___ EXERCISE MATERIALS ___

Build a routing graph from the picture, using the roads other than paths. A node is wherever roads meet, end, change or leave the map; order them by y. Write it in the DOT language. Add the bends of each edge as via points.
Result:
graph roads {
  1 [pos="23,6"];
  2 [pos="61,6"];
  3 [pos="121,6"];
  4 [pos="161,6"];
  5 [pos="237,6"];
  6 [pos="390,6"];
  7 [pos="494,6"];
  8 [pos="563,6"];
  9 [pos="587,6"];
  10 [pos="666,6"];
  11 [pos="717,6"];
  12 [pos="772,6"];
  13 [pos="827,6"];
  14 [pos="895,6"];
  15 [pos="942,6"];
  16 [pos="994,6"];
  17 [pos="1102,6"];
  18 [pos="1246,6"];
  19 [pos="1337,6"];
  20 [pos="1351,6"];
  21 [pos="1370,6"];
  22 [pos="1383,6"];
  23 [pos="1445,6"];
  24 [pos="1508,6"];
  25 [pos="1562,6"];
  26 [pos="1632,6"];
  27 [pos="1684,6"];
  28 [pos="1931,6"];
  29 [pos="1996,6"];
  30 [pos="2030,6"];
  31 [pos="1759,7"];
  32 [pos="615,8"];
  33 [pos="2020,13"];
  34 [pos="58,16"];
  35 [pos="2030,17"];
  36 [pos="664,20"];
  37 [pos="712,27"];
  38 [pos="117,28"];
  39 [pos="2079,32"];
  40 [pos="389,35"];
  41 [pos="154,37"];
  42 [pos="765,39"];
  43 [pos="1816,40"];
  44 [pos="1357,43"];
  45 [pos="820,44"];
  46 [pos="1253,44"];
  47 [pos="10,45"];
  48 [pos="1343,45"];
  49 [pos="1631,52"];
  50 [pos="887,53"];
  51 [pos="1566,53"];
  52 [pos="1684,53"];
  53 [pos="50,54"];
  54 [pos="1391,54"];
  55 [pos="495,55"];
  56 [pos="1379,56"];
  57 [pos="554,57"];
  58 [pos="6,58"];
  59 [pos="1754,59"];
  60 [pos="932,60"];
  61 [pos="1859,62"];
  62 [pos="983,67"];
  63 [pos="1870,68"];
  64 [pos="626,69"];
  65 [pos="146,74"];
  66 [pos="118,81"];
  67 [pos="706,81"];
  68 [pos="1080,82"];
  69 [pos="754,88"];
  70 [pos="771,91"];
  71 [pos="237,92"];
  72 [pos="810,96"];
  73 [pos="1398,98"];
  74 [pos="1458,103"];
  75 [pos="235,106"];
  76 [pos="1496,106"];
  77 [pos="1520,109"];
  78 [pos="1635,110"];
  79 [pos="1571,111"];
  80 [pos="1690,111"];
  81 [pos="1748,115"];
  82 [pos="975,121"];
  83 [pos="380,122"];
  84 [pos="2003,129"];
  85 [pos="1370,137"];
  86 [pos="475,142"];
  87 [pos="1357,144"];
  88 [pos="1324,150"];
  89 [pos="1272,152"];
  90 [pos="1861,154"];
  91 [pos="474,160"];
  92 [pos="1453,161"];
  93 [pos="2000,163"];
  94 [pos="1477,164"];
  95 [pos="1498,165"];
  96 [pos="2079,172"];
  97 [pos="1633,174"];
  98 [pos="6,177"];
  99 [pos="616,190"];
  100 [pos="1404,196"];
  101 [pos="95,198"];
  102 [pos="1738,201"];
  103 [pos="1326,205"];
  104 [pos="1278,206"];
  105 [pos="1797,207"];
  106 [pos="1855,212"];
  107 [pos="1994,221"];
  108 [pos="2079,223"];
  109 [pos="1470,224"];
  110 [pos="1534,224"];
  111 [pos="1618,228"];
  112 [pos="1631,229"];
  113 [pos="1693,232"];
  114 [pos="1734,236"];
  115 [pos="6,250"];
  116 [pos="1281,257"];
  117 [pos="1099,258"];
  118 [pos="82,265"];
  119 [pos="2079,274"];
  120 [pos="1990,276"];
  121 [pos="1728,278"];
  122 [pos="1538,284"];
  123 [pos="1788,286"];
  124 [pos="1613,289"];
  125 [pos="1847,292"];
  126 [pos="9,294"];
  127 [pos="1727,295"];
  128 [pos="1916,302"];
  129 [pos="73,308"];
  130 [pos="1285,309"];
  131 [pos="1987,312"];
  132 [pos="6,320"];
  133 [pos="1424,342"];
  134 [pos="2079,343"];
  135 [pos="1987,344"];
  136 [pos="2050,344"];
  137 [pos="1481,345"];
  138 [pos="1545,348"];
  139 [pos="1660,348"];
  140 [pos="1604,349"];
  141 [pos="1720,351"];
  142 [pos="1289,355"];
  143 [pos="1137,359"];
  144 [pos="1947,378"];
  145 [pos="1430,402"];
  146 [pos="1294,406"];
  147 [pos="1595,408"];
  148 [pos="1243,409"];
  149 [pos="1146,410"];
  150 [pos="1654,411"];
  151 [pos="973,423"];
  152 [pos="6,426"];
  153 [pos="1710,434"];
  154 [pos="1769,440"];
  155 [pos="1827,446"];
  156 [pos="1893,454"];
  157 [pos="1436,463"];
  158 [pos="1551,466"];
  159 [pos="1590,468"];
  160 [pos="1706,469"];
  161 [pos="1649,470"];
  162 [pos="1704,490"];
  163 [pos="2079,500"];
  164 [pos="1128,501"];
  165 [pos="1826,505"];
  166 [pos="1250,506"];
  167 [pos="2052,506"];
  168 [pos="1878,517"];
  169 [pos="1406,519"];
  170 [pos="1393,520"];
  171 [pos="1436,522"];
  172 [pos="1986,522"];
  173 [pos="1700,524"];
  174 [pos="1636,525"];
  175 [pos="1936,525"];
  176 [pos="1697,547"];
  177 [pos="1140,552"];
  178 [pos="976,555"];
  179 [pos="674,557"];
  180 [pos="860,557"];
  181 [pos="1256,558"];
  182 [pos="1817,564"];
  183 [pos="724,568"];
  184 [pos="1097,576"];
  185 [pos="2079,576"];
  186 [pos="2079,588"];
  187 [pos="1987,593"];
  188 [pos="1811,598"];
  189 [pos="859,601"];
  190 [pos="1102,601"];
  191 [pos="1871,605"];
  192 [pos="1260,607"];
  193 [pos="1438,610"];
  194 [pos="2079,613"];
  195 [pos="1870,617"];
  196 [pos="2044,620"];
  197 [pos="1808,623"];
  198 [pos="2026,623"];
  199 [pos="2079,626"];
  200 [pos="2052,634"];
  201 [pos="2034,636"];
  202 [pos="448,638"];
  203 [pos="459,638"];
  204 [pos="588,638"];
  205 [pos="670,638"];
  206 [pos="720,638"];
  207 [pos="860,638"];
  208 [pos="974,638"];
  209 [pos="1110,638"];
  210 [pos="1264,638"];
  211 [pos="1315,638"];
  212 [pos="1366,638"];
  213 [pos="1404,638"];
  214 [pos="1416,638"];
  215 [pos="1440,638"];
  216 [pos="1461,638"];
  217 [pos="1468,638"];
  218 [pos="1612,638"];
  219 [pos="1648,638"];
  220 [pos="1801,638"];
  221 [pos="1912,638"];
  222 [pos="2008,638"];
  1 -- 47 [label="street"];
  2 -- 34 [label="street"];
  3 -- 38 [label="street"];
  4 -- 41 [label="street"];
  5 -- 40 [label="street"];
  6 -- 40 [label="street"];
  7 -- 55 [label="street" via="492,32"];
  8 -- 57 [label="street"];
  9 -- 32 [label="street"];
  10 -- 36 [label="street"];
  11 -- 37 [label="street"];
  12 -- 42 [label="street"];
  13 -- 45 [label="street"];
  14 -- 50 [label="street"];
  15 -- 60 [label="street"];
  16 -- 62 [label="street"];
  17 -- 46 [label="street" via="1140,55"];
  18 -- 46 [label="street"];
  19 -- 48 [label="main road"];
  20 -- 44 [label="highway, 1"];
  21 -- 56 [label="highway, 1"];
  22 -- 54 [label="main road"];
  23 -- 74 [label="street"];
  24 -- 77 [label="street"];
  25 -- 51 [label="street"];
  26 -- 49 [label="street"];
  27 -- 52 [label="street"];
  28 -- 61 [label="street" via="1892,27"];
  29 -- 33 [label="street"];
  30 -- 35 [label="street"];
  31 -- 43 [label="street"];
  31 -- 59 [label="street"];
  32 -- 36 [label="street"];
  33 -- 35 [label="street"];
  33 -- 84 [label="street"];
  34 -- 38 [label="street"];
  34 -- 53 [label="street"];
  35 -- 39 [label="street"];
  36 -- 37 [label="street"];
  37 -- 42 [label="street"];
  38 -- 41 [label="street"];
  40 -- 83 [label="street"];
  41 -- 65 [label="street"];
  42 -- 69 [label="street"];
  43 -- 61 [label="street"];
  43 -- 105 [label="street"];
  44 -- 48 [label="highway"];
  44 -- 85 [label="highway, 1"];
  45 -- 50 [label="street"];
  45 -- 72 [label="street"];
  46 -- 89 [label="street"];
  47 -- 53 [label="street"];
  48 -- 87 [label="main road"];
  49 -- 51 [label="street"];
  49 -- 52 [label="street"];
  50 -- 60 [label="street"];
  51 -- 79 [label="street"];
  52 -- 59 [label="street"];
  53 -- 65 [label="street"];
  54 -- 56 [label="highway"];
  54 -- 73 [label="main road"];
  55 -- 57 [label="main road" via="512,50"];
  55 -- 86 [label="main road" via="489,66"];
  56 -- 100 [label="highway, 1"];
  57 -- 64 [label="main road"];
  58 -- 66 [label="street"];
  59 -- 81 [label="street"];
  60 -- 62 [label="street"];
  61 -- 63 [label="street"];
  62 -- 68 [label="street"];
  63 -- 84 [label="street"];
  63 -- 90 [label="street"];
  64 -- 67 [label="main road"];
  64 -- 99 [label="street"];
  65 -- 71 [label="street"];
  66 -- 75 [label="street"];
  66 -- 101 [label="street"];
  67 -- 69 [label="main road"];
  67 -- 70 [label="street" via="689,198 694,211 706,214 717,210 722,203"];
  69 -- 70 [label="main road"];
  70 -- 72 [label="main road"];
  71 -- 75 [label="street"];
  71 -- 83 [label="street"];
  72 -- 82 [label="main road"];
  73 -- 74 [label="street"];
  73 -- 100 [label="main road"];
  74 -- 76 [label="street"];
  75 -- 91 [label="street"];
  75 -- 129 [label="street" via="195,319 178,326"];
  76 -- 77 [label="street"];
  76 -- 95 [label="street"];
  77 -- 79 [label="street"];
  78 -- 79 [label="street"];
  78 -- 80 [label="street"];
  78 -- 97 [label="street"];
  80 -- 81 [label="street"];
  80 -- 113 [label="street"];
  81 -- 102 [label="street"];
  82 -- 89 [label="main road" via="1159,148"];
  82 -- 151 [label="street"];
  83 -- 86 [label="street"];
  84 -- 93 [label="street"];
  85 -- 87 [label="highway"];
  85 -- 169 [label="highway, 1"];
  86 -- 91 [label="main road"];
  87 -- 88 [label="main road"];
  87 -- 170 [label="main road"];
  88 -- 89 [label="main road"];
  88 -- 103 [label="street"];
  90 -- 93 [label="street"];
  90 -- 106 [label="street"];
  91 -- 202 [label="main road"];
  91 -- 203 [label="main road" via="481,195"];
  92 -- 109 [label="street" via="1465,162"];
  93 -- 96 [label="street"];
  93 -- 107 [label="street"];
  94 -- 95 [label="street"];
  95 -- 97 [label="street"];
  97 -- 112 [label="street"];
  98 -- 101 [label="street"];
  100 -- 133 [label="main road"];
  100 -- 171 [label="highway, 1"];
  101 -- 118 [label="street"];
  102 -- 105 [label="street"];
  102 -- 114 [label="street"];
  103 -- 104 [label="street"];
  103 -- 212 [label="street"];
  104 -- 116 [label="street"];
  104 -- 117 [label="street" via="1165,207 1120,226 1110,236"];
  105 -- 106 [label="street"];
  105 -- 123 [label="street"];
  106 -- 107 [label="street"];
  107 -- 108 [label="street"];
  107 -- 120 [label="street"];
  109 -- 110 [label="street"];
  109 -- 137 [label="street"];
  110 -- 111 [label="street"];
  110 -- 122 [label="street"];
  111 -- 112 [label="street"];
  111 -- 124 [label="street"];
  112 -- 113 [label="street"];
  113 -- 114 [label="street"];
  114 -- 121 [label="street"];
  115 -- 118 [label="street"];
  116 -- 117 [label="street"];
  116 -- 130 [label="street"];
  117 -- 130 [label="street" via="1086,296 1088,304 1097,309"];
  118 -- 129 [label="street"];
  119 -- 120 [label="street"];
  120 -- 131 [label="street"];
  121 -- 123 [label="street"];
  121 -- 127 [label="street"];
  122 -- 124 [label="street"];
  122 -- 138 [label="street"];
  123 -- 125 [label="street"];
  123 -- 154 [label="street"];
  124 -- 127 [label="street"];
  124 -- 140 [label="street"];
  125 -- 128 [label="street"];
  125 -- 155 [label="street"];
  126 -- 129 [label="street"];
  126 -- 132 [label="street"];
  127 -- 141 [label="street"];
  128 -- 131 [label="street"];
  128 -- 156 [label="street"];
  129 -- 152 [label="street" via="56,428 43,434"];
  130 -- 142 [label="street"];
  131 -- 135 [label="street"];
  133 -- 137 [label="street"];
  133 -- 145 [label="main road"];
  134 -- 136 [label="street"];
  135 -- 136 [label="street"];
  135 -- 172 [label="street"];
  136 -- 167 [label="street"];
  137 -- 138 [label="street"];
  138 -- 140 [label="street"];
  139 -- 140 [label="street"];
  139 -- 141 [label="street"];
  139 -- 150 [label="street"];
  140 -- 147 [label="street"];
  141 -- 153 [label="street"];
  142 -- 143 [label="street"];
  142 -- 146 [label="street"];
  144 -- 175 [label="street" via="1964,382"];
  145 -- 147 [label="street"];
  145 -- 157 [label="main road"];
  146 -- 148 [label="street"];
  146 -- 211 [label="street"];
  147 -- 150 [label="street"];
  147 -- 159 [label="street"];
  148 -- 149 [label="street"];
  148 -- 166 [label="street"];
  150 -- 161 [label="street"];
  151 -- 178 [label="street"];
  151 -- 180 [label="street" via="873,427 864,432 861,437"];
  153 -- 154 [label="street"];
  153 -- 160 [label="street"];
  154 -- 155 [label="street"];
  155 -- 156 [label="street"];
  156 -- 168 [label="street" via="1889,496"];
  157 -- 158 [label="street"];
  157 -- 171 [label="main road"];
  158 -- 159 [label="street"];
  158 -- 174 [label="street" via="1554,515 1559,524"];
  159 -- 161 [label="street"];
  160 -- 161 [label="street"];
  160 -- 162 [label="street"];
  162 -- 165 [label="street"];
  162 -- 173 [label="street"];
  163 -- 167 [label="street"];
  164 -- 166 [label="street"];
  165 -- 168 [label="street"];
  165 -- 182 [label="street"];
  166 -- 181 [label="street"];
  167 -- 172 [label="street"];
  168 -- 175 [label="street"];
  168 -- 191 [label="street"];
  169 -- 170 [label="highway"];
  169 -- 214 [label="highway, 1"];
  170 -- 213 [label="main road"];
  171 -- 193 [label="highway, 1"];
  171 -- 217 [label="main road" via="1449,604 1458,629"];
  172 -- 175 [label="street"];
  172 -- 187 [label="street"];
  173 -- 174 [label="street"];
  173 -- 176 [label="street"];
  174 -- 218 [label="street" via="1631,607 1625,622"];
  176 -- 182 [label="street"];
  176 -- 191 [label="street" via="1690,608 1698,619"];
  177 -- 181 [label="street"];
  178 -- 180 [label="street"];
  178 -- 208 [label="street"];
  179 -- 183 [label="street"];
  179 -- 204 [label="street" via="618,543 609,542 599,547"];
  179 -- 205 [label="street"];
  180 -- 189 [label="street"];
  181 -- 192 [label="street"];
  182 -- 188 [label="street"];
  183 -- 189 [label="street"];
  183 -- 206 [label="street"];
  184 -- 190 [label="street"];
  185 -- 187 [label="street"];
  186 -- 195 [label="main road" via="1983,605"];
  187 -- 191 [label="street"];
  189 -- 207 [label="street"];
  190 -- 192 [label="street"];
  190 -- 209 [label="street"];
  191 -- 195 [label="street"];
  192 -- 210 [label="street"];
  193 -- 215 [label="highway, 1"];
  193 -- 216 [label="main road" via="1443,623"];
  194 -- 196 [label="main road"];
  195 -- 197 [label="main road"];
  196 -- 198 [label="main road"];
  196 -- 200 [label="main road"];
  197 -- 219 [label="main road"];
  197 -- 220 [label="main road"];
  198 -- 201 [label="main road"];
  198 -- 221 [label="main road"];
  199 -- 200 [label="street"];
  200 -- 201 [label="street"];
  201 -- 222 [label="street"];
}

___

* [DESCRIPTION OF THE TASK]:
What lines in the data above carry "graph"? Return them all.

* [RESPONSE]:
Build a routing graph from the picture, using the roads other than paths. A node is wherever roads meet, end, change or leave the map; order them by y. Write it in the DOT language. Add the bends of each edge as via points.
graph roads {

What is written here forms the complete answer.